Tag Archives: spiritual director

Helping a Friend Sort and Pack

Matterofprayer: A Year of Everyday Prayers – Monday, June 27, 2016

go with all your heart

Helping a Friend Sort and Pack

Moving is a challenge. Cross-country moving is even more of a challenge.

My spiritual director is preparing to leave town, move to the East Coast, and change positions in her place of employment. The most poignant part for me is that she is permanently relocating to her new city. She has been a steady and stable part of my life for the past ten years. (Actually, she has lived here in Chicago for decades. I have known her for quite a while. She has been my spiritual director for ten years.)

When I think of Jay, I think steady. Stable. Thoughtful. Even keel. Soft spoken. Communicating carefully selected wise words. Just what I need, so much of the time. However, I am afraid I was not the best or most responsive direct-ee. I am afraid I did not always pray for Jay the way she prayed for me. (Thanks for the many, many prayers, for me and my family.)(True confession: I am sad and sorry to say I still do not pray for Jay as often as I ought. However, God and I are still in the middle of an extended conversation about prayer, and how I pray, and how often. The conversation has been lasting for years.)

Two more friends were helping Jay sort and pack her office. A wonderful older couple, well-versed in the way of assisting friends and colleagues with packing, moving, and making transitions to a new and different place.
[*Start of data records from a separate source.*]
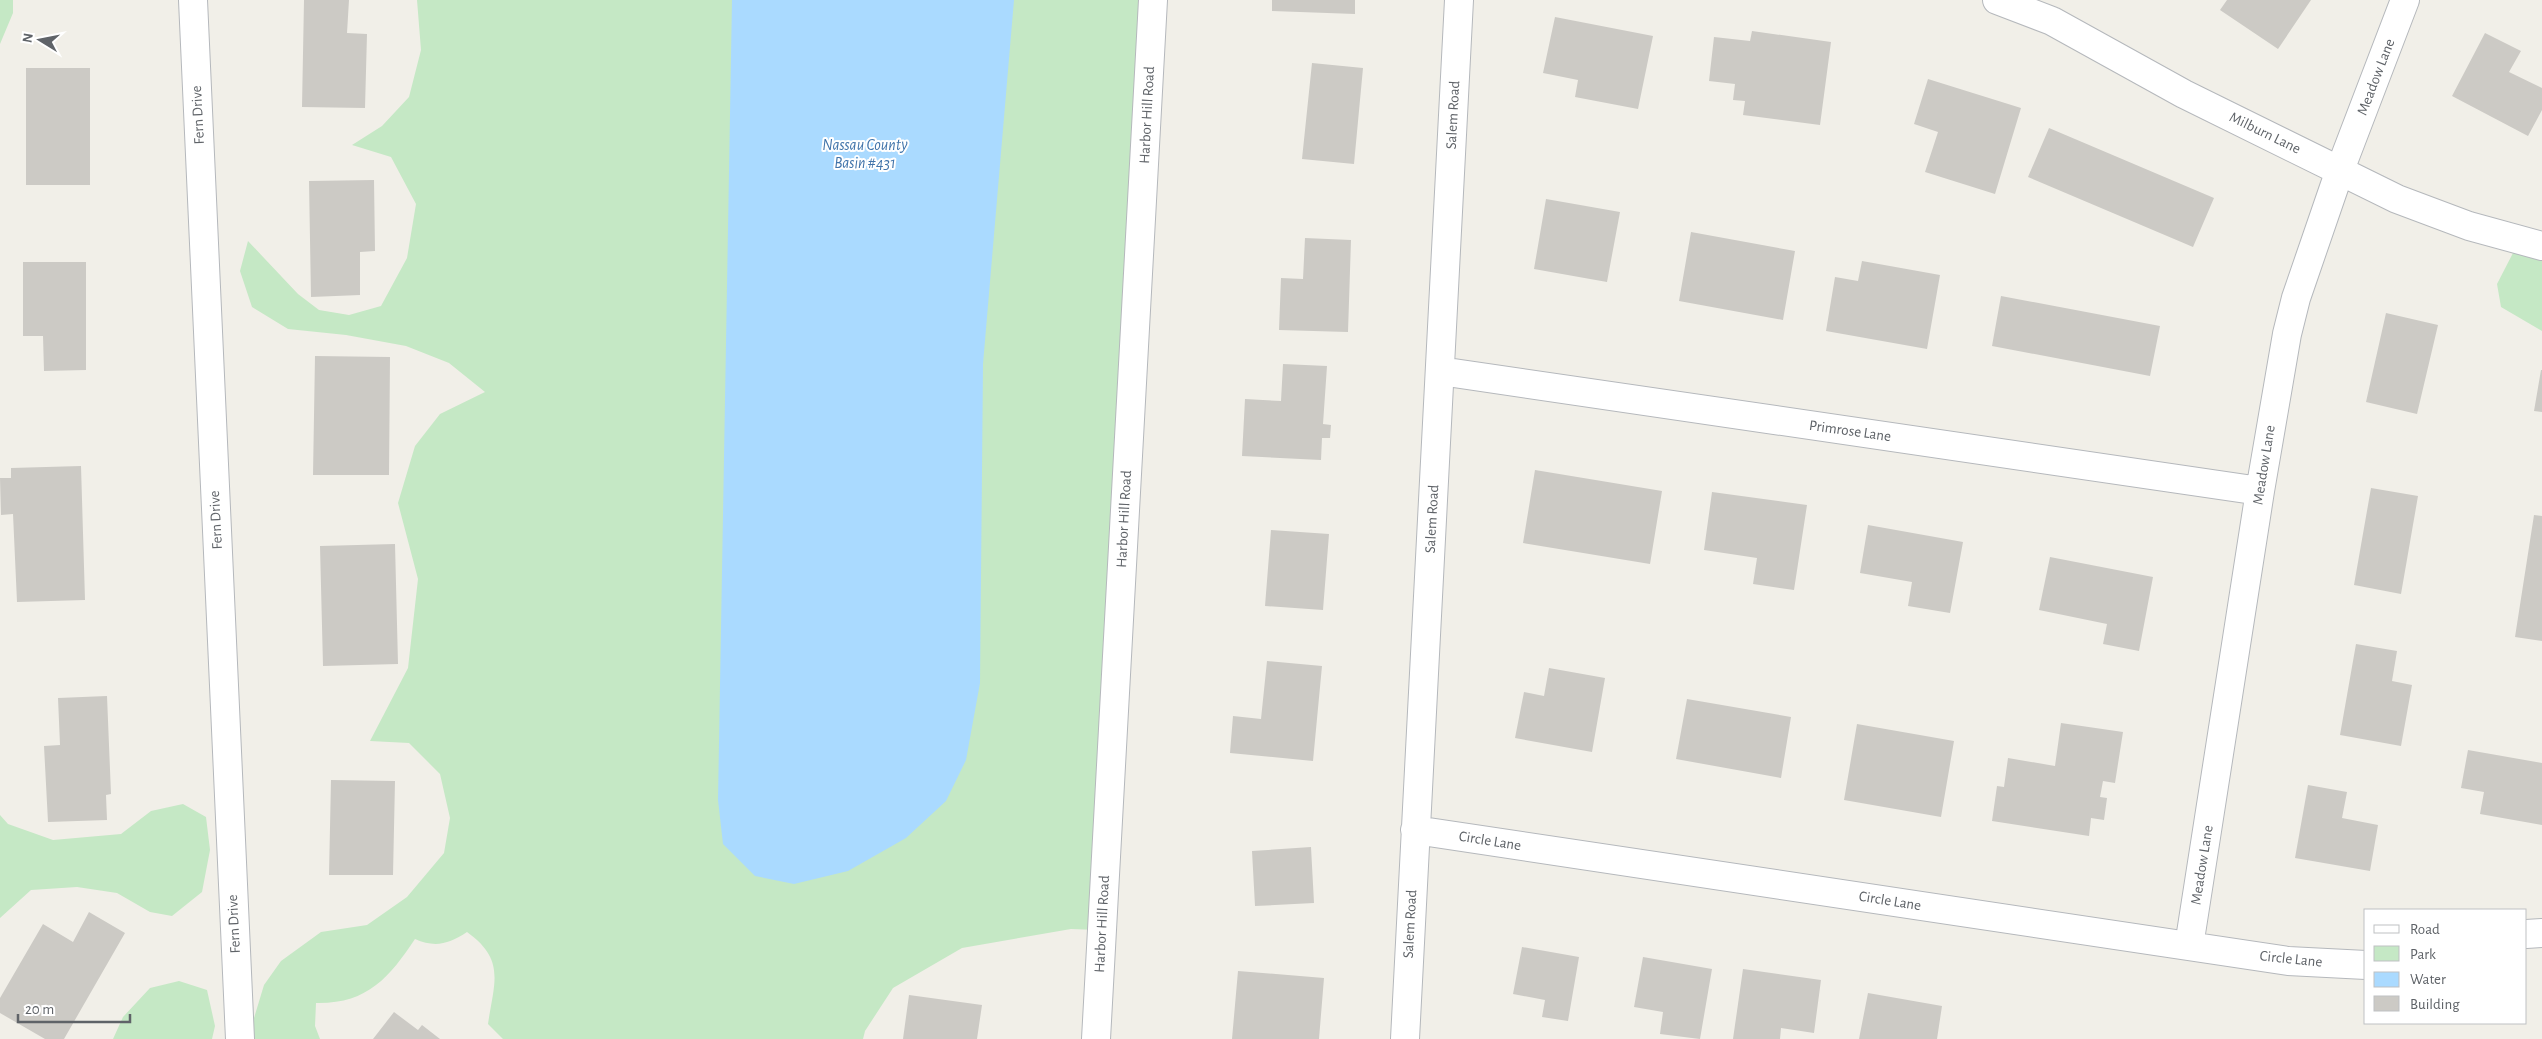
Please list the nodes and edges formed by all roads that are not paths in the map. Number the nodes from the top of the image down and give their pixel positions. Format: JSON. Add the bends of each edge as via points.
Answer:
{"nodes":[{"id":1,"x":193,"y":0,"type":"edge"},
{"id":2,"x":1153,"y":0,"type":"edge"},
{"id":3,"x":1459,"y":0,"type":"edge"},
{"id":4,"x":1997,"y":0,"type":"edge"},
{"id":5,"x":2405,"y":0,"type":"edge"},
{"id":6,"x":2340,"y":170,"type":"junction"},
{"id":7,"x":2542,"y":246,"type":"edge"},
{"id":8,"x":1440,"y":371,"type":"junction"},
{"id":9,"x":2260,"y":492,"type":"junction"},
{"id":10,"x":1415,"y":830,"type":"junction"},
{"id":11,"x":2542,"y":933,"type":"edge"},
{"id":12,"x":2527,"y":934,"type":"edge"},
{"id":13,"x":2189,"y":946,"type":"junction"},
{"id":14,"x":2364,"y":964,"type":"edge"},
{"id":15,"x":240,"y":1039,"type":"edge"},
{"id":16,"x":1096,"y":1039,"type":"edge"},
{"id":17,"x":1405,"y":1039,"type":"edge"}],
"edges":[{"from":1,"to":15,"type":"street","name":"Fern Drive"},
{"from":2,"to":16,"type":"street","name":"Harbor Hill Road"},
{"from":3,"to":8,"type":"street","name":"Salem Road"},
{"from":4,"to":6,"type":"street","name":"Milburn Lane","via":[[2052,21],[2184,94]]},
{"from":5,"to":6,"type":"street","name":"Meadow Lane"},
{"from":6,"to":7,"type":"street","name":"Milburn Lane","via":[[2416,207]]},
{"from":6,"to":9,"type":"street","name":"Meadow Lane","via":[[2294,307]]},
{"from":8,"to":9,"type":"street","name":"Primrose Lane"},
{"from":8,"to":10,"type":"street","name":"Salem Road"},
{"from":9,"to":13,"type":"street","name":"Meadow Lane"},
{"from":10,"to":13,"type":"street","name":"Circle Lane"},
{"from":10,"to":17,"type":"street","name":"Salem Road"},
{"from":11,"to":12,"type":"street"},
{"from":13,"to":14,"type":"street","name":"Circle Lane","via":[[2288,961]]}]}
New way of living and being. (I’ve known them for years, too.)

I will sincerely miss Jay. What’s more, she will be greatly missed by many, many people in the Chicago area. Such a bittersweet time for me, helping her get ready to move. To begin again, to begin in a different location, begin in a new position. New beginnings after decades in the same place. Exciting new possibilities! I am sad for myself, yet excited for her. Truly.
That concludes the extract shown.